■ **The problem**: Tally every line in the following material that has the word "down" in it, and answer with that figure alone.

■ **Data for this exercise**:
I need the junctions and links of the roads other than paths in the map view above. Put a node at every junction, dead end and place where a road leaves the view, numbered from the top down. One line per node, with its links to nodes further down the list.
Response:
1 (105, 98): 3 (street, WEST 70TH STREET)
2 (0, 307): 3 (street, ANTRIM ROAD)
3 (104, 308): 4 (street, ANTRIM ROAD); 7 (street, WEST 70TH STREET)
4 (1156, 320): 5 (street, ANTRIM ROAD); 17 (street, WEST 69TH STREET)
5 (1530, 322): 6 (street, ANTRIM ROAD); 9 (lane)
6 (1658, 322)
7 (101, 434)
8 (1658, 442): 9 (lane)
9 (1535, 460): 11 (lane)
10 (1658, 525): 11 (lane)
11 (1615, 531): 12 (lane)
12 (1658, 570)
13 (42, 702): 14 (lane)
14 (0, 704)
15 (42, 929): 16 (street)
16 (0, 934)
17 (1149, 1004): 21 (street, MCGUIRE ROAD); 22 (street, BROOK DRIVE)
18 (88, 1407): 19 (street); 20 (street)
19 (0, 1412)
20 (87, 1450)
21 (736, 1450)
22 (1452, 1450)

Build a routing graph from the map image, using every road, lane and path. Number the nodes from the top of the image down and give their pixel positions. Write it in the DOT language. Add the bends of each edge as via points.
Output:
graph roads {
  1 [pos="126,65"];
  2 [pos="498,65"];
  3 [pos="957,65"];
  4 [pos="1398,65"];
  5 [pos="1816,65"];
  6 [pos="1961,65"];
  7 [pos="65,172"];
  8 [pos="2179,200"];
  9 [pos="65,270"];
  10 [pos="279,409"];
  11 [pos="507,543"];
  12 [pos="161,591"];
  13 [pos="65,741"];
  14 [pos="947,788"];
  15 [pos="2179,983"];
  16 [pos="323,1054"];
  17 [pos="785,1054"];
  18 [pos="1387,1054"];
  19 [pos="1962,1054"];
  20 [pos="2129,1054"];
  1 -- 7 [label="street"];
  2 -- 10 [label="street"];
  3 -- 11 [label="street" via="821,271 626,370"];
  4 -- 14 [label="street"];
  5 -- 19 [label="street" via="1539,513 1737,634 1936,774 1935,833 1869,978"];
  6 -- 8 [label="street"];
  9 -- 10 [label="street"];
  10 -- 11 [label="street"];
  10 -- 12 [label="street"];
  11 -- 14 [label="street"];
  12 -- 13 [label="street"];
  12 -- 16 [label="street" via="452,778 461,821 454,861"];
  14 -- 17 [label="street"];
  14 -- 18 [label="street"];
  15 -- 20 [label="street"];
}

■ **Task solution**: 2